■ **WORK TO BE COMPLETED**:
Please reproduce the listing in full, exactly as given.

■ **SUPPLIED RECORDS**:

--------------------

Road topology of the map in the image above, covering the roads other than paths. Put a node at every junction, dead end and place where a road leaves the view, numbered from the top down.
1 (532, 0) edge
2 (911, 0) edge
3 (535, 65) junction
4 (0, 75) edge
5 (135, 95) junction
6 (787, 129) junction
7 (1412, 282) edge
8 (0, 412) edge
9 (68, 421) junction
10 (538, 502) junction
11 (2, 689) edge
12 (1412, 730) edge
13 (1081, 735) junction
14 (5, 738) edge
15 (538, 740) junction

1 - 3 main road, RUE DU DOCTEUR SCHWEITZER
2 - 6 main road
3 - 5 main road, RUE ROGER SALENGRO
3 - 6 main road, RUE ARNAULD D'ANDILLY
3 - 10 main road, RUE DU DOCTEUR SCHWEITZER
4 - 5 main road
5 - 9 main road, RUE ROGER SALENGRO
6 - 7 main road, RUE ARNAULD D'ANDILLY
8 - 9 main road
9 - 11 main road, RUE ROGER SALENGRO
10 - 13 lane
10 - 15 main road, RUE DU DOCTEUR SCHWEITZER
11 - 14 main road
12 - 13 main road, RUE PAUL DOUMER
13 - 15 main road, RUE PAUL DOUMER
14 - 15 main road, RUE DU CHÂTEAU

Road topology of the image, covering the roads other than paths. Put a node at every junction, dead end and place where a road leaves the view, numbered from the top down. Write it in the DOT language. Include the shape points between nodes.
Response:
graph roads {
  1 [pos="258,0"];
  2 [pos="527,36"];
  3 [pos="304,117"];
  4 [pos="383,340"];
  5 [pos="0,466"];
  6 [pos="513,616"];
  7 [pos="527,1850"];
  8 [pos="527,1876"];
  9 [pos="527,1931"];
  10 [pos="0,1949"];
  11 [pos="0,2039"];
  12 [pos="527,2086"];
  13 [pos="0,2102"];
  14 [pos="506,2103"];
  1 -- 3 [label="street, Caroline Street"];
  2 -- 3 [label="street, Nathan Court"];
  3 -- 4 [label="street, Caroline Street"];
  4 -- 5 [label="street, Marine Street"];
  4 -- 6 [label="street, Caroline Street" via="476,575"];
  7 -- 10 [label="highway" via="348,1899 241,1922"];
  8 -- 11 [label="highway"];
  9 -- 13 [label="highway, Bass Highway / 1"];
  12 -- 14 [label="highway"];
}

--------------------

■ **RESULT OF THE EXERCISE**:
Road topology of the map in the image above, covering the roads other than paths. Put a node at every junction, dead end and place where a road leaves the view, numbered from the top down.
1 (532, 0) edge
2 (911, 0) edge
3 (535, 65) junction
4 (0, 75) edge
5 (135, 95) junction
6 (787, 129) junction
7 (1412, 282) edge
8 (0, 412) edge
9 (68, 421) junction
10 (538, 502) junction
11 (2, 689) edge
12 (1412, 730) edge
13 (1081, 735) junction
14 (5, 738) edge
15 (538, 740) junction

1 - 3 main road, RUE DU DOCTEUR SCHWEITZER
2 - 6 main road
3 - 5 main road, RUE ROGER SALENGRO
3 - 6 main road, RUE ARNAULD D'ANDILLY
3 - 10 main road, RUE DU DOCTEUR SCHWEITZER
4 - 5 main road
5 - 9 main road, RUE ROGER SALENGRO
6 - 7 main road, RUE ARNAULD D'ANDILLY
8 - 9 main road
9 - 11 main road, RUE ROGER SALENGRO
10 - 13 lane
10 - 15 main road, RUE DU DOCTEUR SCHWEITZER
11 - 14 main road
12 - 13 main road, RUE PAUL DOUMER
13 - 15 main road, RUE PAUL DOUMER
14 - 15 main road, RUE DU CHÂTEAU

Road topology of the image, covering the roads other than paths. Put a node at every junction, dead end and place where a road leaves the view, numbered from the top down. Write it in the DOT language. Include the shape points between nodes.
Response:
graph roads {
  1 [pos="258,0"];
  2 [pos="527,36"];
  3 [pos="304,117"];
  4 [pos="383,340"];
  5 [pos="0,466"];
  6 [pos="513,616"];
  7 [pos="527,1850"];
  8 [pos="527,1876"];
  9 [pos="527,1931"];
  10 [pos="0,1949"];
  11 [pos="0,2039"];
  12 [pos="527,2086"];
  13 [pos="0,2102"];
  14 [pos="506,2103"];
  1 -- 3 [label="street, Caroline Street"];
  2 -- 3 [label="street, Nathan Court"];
  3 -- 4 [label="street, Caroline Street"];
  4 -- 5 [label="street, Marine Street"];
  4 -- 6 [label="street, Caroline Street" via="476,575"];
  7 -- 10 [label="highway" via="348,1899 241,1922"];
  8 -- 11 [label="highway"];
  9 -- 13 [label="highway, Bass Highway / 1"];
  12 -- 14 [label="highway"];
}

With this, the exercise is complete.